“I reckon you hain't had nothin' to eat,” she said and disappeared. The old man asked questions, the young mother rocked her baby on her knees, the children got less shy and drew near the fireplace, the Blight and the little sister exchanged a furtive smile and the contrast of the extremes in American civilization, as shown in that little cabin, interested me mightily.

“Yer snack's ready,” said the old woman. The old man carried the chairs into the kitchen, and when I followed the girls were seated. The chairs were so low that their chins came barely over their plates, and demure and serious as they were they surely looked most comical. There was the usual bacon and corn-bread and potatoes and sour milk, and the two girls struggled with the rude fare nobly.

After supper I joined the old man and the old woman with a pipe—exchanging my tobacco for their long green with more satisfaction probably to me than to them, for the long green was good, and strong and fragrant.

The old woman asked the Blight and the little sister many questions and they, in turn, showed great interest in the baby in arms, whereat the eighteen-year-old mother blushed and looked greatly pleased.

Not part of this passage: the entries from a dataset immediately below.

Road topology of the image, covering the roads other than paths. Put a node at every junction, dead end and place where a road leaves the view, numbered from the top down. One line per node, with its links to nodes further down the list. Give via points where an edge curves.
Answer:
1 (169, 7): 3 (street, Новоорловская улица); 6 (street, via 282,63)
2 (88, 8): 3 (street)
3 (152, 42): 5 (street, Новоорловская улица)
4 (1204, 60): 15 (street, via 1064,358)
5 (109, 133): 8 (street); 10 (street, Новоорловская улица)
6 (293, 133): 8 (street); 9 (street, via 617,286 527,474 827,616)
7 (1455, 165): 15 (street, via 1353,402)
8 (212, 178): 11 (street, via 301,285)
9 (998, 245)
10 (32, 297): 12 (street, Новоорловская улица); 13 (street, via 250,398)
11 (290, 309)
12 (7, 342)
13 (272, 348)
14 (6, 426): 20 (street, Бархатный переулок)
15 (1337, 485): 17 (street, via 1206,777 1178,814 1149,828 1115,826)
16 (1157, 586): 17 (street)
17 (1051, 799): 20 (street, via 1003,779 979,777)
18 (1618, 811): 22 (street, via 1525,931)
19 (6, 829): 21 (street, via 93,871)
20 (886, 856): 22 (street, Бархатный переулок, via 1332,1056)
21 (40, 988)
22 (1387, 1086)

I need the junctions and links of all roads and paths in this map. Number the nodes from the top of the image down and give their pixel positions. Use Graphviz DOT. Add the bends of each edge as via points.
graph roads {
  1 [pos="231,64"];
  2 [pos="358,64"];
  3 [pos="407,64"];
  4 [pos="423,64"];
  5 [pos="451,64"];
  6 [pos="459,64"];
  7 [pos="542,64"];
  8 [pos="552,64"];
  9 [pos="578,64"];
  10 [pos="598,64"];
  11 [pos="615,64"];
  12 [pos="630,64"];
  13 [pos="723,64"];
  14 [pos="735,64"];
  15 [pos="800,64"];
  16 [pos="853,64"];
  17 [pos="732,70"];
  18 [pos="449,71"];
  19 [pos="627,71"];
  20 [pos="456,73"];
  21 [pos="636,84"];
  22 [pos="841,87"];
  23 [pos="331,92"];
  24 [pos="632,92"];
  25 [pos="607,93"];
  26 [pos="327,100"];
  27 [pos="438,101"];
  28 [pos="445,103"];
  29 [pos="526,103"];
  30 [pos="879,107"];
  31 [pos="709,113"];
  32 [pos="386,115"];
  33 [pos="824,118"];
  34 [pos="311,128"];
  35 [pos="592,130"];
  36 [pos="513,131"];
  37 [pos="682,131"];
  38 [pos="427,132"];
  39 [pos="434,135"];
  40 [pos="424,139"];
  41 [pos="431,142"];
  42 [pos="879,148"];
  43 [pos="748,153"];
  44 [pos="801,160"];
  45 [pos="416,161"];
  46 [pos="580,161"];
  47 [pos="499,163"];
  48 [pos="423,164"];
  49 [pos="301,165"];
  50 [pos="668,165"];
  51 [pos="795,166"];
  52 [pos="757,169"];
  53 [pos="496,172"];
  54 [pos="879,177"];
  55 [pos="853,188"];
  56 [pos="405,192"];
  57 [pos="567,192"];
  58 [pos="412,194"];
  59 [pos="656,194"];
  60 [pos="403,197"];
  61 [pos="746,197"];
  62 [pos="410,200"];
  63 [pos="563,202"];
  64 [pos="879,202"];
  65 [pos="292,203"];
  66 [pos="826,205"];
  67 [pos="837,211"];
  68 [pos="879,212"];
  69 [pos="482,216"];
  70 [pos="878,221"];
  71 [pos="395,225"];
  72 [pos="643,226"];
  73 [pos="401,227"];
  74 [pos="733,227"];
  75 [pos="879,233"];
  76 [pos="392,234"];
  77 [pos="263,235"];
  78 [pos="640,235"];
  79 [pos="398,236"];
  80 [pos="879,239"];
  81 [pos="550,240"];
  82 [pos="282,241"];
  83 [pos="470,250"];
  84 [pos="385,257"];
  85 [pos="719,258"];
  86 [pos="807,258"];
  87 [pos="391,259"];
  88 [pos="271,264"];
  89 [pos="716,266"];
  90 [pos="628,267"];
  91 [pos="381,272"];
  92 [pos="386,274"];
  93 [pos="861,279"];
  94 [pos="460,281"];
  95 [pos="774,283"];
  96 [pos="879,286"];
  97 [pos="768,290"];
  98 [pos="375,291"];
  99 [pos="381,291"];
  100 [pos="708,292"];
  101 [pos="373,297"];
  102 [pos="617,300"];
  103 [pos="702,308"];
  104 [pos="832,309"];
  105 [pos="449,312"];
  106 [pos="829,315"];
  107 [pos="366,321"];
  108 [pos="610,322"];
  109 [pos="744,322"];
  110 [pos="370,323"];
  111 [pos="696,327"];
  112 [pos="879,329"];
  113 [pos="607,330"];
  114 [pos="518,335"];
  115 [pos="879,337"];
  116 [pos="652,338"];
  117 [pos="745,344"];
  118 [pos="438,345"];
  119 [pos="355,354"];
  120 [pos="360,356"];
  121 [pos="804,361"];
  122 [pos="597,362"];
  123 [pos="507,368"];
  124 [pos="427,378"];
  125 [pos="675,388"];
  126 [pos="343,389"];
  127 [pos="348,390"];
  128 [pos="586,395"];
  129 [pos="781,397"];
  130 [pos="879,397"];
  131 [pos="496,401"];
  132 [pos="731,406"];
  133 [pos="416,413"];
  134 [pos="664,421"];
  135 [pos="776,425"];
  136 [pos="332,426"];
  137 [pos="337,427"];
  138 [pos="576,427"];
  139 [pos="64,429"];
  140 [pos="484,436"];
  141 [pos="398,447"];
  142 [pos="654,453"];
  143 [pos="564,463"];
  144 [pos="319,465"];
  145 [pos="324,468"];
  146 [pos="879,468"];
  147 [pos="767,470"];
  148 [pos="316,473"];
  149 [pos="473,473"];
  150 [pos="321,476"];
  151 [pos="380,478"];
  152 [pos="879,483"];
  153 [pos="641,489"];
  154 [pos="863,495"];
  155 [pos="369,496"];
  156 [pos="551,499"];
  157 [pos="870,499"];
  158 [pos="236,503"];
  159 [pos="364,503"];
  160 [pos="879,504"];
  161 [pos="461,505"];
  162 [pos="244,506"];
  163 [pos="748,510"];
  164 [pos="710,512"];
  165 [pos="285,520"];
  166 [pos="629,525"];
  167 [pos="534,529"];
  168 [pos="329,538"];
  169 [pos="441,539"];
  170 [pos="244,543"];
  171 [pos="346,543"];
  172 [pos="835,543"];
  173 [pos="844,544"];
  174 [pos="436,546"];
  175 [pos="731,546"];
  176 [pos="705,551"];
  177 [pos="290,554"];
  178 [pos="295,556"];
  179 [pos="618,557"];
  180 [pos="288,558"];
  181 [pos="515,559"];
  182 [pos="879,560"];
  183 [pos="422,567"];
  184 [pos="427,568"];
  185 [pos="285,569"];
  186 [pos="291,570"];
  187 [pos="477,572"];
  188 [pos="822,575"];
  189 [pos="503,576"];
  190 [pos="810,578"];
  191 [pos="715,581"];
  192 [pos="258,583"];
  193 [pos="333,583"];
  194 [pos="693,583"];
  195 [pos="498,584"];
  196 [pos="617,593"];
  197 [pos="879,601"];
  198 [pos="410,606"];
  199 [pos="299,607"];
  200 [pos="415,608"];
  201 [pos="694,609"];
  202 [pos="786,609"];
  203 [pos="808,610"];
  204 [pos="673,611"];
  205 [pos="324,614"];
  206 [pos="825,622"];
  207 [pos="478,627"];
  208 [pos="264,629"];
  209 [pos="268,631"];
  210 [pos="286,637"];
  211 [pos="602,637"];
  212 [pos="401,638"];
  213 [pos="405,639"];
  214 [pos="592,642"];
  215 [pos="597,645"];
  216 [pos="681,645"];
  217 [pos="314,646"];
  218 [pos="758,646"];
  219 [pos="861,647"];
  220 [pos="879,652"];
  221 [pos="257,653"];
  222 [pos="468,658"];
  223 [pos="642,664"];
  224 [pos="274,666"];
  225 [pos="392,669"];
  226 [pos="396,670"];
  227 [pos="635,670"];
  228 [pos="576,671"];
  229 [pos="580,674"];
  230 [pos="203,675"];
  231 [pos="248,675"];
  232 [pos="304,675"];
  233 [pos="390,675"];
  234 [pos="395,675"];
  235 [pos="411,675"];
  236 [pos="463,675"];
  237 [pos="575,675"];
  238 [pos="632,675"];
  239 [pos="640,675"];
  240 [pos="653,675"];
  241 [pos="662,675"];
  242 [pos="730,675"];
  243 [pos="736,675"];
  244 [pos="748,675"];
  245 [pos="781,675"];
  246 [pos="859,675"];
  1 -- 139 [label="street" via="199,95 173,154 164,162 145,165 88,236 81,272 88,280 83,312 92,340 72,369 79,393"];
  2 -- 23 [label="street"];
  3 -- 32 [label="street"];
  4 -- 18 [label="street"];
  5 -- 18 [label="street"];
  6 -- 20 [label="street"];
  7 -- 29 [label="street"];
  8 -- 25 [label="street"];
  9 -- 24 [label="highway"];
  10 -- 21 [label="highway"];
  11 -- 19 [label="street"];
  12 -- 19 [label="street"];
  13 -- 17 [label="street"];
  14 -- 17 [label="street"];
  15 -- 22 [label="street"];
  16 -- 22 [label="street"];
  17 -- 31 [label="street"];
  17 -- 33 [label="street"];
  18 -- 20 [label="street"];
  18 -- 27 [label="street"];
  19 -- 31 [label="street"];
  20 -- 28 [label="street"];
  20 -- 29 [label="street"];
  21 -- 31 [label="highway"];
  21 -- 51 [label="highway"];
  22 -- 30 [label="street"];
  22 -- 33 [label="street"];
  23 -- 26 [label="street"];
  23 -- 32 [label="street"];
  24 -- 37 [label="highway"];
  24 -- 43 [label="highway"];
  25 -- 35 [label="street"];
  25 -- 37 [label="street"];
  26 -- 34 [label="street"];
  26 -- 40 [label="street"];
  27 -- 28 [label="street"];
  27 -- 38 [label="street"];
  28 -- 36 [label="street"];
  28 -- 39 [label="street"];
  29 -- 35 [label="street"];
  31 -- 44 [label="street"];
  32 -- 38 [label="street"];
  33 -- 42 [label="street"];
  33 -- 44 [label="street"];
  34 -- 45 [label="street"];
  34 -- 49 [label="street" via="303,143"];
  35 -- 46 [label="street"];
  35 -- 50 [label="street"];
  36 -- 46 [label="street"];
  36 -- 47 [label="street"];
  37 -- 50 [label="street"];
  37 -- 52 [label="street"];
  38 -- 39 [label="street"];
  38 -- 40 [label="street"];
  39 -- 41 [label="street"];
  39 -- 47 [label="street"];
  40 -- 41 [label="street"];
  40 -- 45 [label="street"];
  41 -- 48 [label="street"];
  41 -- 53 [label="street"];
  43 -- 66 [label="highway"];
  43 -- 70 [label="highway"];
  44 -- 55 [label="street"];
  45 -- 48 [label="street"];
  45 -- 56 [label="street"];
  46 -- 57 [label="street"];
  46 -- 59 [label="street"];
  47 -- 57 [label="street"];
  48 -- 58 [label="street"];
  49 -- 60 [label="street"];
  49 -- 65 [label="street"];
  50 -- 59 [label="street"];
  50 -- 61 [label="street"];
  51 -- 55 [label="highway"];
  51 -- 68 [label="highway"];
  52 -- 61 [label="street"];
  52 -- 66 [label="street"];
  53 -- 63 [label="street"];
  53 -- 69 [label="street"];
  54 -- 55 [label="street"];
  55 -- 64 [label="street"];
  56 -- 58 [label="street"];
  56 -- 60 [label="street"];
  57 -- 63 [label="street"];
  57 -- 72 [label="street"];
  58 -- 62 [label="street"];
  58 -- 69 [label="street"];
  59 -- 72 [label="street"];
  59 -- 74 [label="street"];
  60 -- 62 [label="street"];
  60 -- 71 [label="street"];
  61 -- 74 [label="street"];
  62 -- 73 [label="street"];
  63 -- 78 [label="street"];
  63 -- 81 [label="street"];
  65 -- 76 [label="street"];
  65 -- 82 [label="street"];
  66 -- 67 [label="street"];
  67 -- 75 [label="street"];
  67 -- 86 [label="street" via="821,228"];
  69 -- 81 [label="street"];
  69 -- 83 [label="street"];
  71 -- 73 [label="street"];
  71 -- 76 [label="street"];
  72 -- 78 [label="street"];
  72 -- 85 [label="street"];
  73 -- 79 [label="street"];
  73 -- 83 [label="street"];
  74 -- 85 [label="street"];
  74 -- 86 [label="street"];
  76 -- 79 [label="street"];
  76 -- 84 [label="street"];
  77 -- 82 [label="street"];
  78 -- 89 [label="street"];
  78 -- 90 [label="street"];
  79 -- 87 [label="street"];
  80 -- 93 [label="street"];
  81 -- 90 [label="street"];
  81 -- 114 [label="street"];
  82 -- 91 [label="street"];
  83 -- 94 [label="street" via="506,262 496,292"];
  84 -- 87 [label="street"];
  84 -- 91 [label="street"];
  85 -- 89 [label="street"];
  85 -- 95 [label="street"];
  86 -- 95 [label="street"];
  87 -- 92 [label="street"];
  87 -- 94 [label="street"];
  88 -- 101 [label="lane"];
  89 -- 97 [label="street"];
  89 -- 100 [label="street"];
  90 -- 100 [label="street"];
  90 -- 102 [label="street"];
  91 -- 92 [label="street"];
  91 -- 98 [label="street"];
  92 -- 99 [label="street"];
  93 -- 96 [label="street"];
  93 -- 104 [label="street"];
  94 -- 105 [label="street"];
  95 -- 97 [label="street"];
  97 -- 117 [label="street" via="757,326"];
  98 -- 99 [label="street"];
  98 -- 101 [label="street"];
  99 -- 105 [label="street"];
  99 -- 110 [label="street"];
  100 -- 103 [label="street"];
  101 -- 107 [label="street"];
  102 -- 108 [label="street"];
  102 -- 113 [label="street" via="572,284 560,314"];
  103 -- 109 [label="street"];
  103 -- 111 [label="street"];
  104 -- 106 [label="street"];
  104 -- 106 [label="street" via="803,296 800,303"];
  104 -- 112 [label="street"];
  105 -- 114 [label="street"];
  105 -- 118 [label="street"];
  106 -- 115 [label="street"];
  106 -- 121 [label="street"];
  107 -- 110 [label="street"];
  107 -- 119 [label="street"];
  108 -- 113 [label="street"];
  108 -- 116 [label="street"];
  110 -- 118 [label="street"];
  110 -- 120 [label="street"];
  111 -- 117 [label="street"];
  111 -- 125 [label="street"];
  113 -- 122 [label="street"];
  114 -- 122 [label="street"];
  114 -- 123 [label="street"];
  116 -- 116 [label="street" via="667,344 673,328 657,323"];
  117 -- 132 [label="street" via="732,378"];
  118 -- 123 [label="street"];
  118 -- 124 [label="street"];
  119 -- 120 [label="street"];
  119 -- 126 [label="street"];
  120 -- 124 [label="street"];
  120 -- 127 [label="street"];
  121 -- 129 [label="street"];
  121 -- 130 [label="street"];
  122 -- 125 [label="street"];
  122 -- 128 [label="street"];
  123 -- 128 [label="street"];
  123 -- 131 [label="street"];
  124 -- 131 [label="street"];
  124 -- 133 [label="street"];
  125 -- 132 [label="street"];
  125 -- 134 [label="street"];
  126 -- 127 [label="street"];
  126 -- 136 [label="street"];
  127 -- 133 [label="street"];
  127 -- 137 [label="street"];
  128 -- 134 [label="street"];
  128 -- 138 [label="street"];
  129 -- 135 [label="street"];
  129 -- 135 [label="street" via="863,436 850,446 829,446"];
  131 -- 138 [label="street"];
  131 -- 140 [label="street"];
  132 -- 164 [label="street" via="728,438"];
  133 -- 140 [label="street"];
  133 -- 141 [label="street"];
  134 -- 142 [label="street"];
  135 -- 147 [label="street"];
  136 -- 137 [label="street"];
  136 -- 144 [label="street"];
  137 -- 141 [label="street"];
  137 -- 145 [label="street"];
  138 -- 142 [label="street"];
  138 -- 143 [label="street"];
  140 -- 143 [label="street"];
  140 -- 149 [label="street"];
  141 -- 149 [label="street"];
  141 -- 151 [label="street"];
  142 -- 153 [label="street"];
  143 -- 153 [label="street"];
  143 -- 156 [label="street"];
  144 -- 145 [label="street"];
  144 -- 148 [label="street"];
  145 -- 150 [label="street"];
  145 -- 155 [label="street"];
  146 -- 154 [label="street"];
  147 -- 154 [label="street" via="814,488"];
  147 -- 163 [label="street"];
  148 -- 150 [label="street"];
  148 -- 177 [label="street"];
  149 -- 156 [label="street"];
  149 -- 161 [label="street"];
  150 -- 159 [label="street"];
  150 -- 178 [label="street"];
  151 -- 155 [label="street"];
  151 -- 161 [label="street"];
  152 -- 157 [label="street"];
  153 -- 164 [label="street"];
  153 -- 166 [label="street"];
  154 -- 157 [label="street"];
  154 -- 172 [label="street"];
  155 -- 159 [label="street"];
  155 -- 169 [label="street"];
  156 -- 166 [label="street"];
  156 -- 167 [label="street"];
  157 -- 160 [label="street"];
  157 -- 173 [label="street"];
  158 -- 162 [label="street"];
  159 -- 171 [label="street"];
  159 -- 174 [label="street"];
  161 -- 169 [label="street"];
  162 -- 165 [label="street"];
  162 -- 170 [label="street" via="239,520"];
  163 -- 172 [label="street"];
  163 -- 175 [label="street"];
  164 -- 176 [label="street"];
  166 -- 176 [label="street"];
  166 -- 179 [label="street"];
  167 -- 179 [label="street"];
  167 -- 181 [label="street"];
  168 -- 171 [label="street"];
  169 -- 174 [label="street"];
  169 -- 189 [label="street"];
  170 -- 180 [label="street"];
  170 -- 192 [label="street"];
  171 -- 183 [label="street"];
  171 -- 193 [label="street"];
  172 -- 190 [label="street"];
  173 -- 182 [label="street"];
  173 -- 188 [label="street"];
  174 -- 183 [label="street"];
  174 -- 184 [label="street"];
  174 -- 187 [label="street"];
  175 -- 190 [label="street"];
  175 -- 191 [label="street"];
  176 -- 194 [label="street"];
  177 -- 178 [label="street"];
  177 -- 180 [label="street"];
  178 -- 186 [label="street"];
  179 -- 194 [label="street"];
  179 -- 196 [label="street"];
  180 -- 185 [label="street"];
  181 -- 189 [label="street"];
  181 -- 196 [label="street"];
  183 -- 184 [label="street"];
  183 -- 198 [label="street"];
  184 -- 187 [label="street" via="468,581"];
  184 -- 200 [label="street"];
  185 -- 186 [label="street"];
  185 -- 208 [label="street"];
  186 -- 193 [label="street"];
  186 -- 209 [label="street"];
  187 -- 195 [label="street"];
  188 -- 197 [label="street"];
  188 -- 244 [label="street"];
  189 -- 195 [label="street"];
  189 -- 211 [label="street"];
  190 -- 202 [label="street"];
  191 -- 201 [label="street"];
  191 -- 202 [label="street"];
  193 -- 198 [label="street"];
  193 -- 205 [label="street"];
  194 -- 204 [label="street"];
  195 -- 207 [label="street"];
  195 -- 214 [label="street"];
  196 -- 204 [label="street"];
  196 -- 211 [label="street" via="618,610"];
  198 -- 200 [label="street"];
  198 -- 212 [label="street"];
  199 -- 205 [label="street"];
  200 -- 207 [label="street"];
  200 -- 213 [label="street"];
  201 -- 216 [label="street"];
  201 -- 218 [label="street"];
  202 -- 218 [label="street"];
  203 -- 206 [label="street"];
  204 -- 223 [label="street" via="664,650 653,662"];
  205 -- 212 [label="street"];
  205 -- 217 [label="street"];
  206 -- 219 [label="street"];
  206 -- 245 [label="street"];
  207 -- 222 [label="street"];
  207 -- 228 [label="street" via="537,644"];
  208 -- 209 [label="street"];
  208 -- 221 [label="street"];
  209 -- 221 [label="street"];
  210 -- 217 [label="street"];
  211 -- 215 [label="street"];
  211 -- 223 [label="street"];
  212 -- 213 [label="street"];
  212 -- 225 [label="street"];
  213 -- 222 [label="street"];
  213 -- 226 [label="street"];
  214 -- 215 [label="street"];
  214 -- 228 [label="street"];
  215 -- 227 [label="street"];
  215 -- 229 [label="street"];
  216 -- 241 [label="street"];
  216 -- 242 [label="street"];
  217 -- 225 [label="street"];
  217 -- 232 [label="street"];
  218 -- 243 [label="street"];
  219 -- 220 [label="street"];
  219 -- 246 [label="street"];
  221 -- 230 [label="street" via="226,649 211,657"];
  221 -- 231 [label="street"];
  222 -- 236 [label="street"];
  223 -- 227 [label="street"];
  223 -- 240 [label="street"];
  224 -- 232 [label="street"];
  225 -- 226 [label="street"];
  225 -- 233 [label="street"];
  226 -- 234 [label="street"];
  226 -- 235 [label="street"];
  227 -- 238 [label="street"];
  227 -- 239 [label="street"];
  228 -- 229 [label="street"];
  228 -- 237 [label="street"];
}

“You got mighty purty black eyes,” said the old woman to the Blight, and not to slight the little sister she added, “An' you got mighty purty teeth.”

The Blight showed hers in a radiant smile and the old woman turned back to her.

“Oh, you've got both,” she said and she shook her head, as though she were thinking of the damage they had done. It was my time now—to ask questions.

They didn't have many amusements on that creek, I discovered—and no dances. Sometimes the boys went coon-hunting and there were corn-shuckings, house-raisings and quilting-parties.

“Does anybody round here play the banjo?”

“None o' my boys,” said the old woman, “but Tom Green's son down the creek—he follers pickin' the banjo a leetle.” “Follows pickin' “—the Blight did not miss that phrase.